▸ **Task requirements**
The required response is the number of lines in the entries that include the word "Acosta", with nothing added.

•••

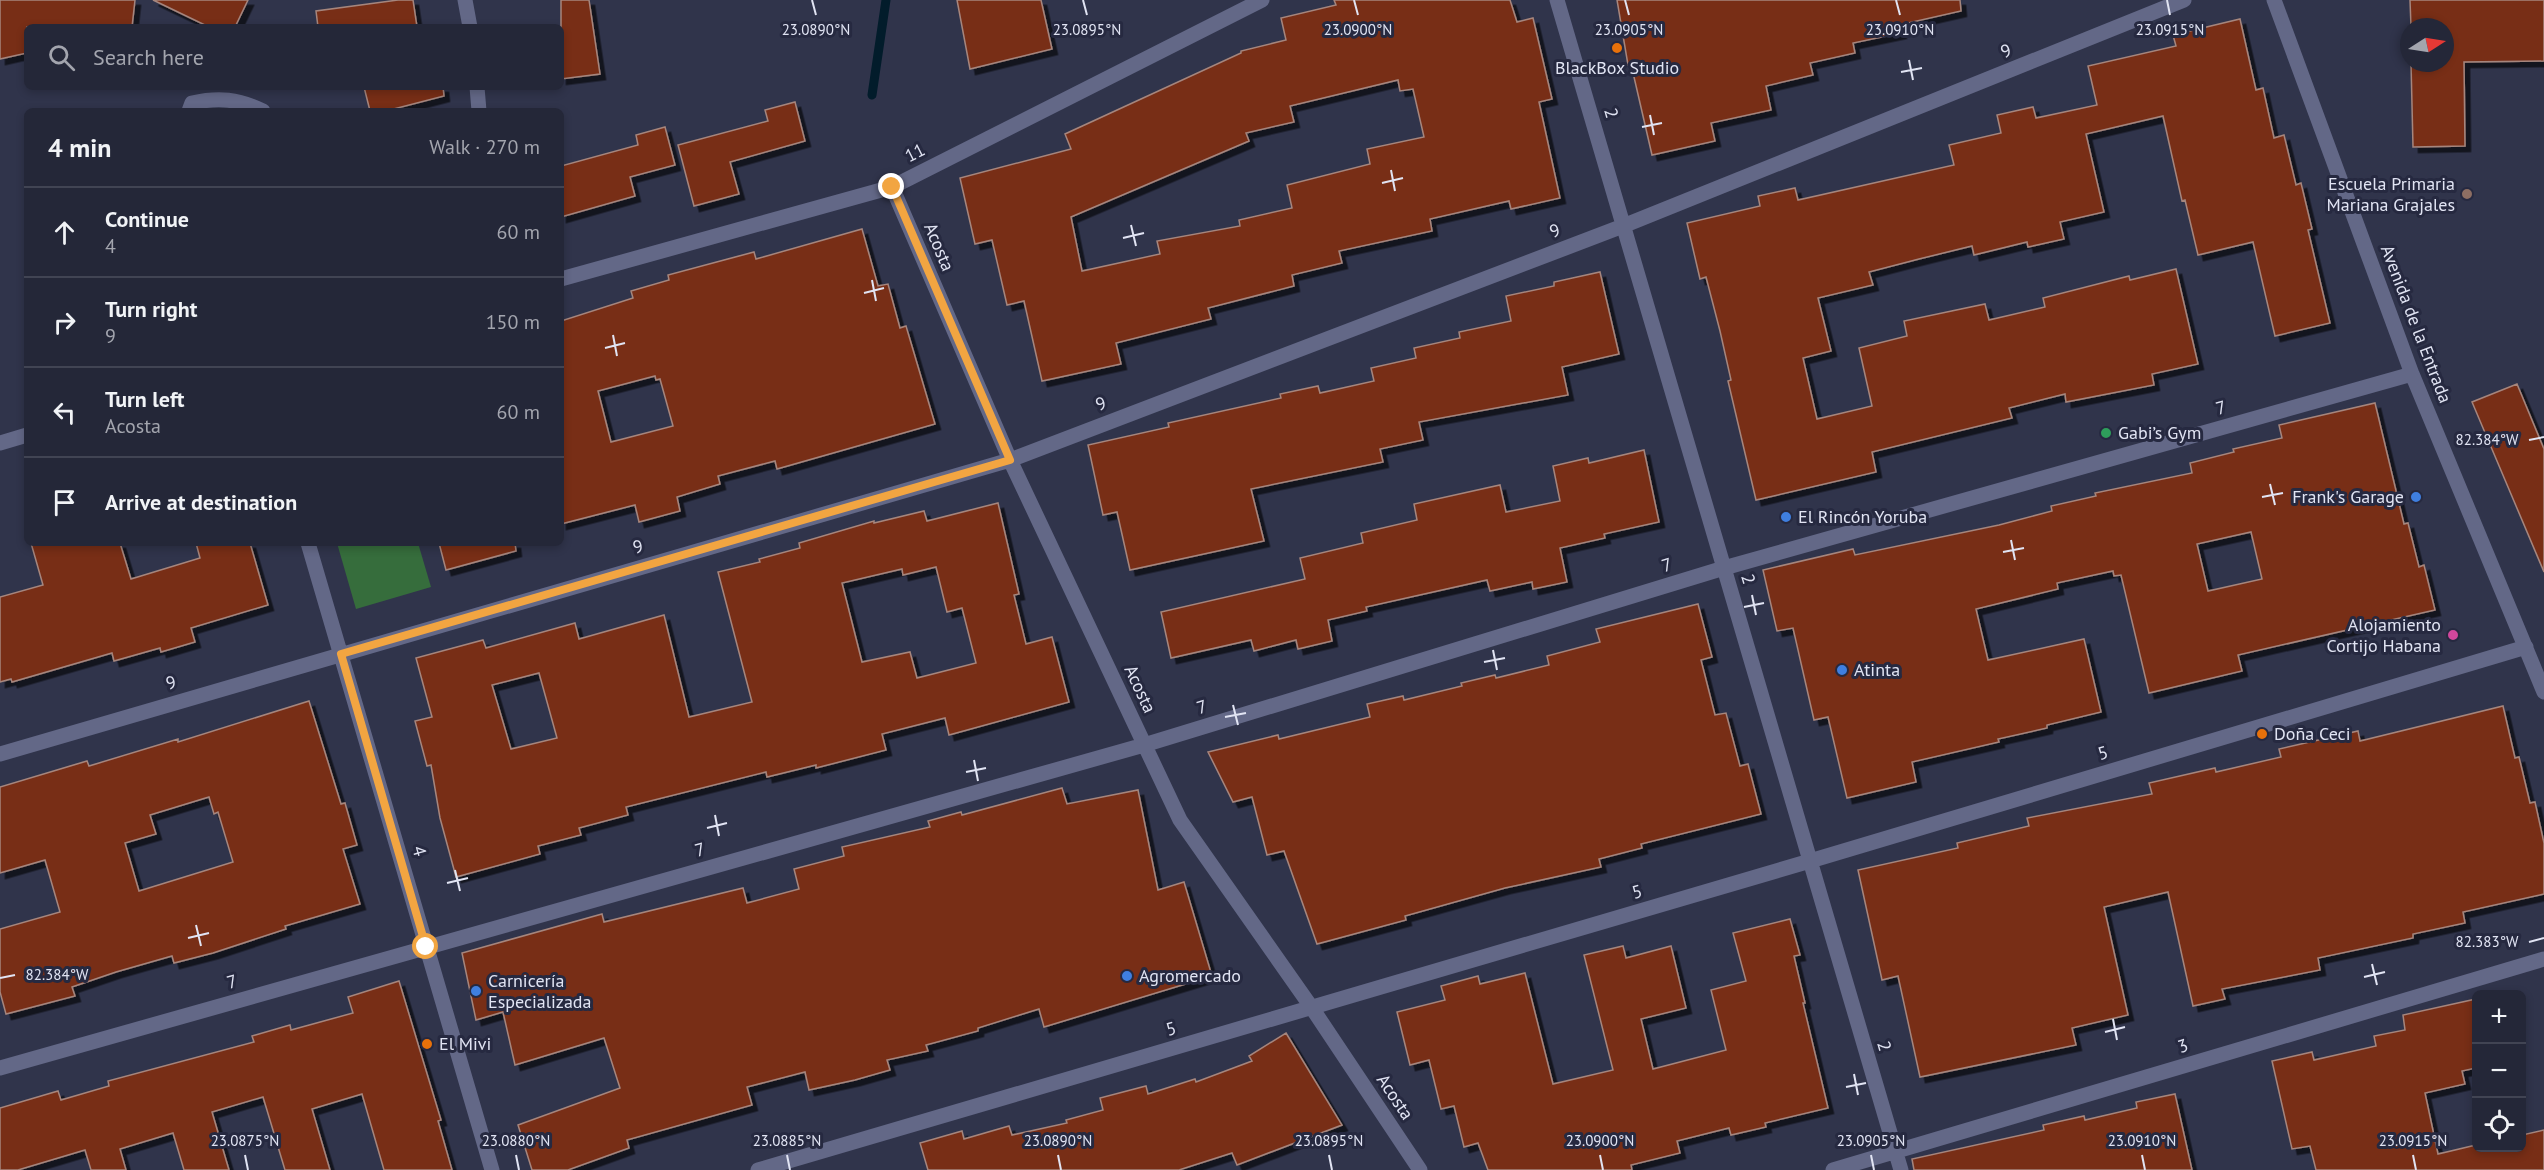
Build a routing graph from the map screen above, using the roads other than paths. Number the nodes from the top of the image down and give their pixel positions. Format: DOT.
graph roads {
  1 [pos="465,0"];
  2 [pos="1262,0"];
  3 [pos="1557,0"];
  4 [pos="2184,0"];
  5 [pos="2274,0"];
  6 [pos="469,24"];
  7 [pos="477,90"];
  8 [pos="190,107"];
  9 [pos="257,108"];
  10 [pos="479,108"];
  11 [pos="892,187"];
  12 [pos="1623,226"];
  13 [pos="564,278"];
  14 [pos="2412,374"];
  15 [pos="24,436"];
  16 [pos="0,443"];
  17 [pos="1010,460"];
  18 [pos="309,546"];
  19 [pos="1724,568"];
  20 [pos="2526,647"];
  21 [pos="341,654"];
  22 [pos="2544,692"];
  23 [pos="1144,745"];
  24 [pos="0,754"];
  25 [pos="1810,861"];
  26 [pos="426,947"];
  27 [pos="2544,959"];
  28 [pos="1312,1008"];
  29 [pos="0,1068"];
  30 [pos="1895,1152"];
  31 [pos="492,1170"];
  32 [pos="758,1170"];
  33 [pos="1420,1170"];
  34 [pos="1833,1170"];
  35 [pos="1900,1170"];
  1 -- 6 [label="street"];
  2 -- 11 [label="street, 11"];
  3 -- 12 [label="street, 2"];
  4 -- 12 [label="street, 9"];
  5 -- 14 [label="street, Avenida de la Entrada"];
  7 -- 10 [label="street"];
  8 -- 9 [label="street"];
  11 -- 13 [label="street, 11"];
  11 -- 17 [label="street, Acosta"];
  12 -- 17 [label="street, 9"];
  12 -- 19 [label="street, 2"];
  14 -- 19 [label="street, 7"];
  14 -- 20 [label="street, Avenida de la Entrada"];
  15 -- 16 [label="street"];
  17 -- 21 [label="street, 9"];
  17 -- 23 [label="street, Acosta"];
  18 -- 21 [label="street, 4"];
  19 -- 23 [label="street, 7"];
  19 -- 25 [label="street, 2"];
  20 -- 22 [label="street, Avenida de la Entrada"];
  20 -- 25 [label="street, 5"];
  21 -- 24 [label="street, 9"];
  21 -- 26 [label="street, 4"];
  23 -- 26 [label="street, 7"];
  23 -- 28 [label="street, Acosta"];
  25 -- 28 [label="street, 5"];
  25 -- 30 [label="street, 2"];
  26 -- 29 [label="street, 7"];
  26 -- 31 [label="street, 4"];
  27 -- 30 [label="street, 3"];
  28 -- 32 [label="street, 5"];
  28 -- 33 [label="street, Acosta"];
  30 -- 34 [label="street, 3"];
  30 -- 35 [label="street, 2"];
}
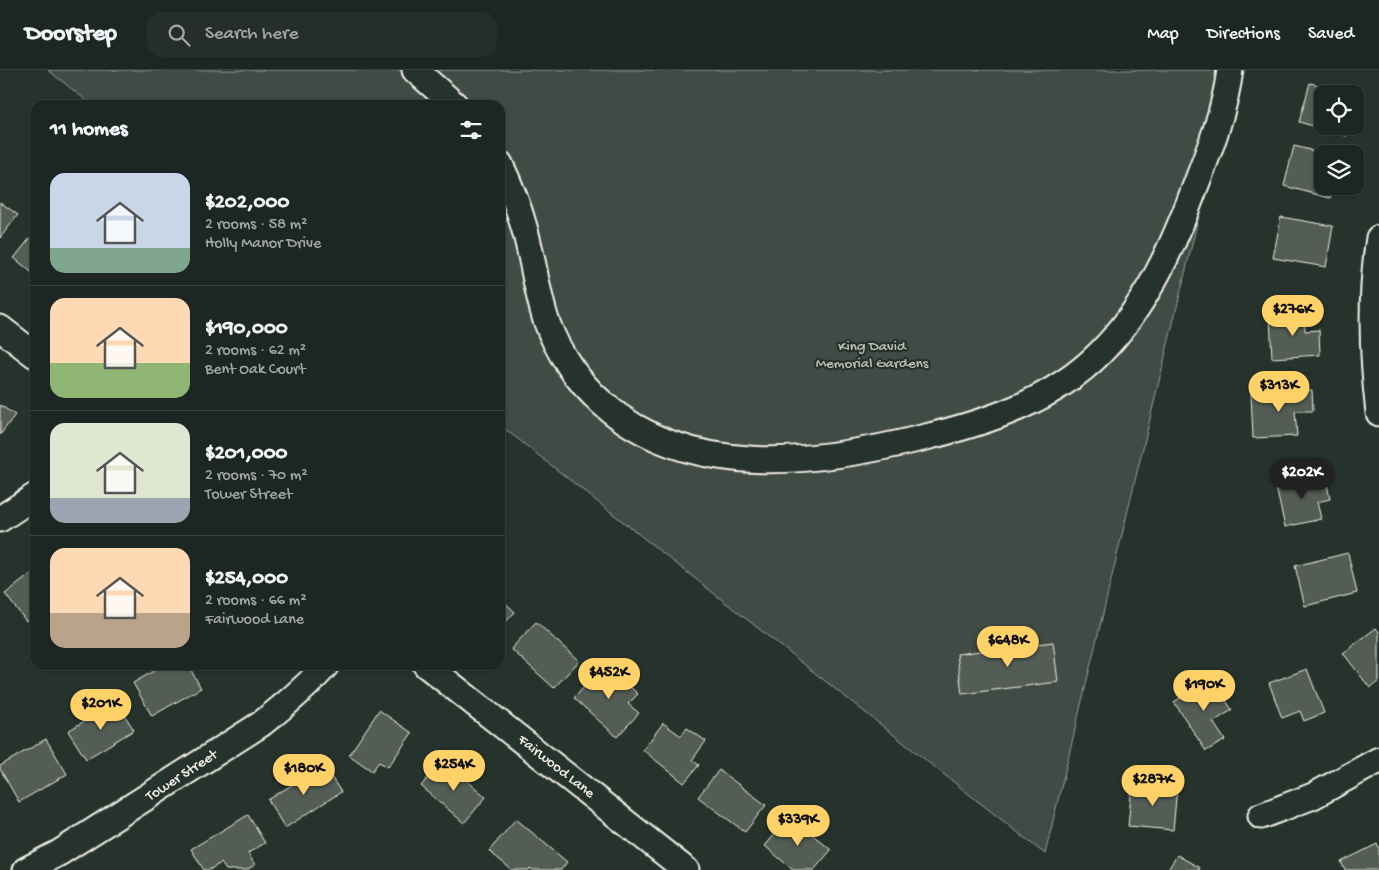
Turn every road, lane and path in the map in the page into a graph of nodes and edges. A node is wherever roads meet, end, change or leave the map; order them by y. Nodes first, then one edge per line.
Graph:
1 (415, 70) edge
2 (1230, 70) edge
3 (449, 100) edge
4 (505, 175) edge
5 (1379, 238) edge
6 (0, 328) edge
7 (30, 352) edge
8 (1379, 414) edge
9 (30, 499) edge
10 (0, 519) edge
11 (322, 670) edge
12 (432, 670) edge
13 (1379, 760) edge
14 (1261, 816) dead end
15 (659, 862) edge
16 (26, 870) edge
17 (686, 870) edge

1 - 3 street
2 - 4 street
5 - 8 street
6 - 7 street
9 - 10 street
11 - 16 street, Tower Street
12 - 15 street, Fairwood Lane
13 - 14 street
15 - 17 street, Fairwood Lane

•••

▸ **Output of the task**
4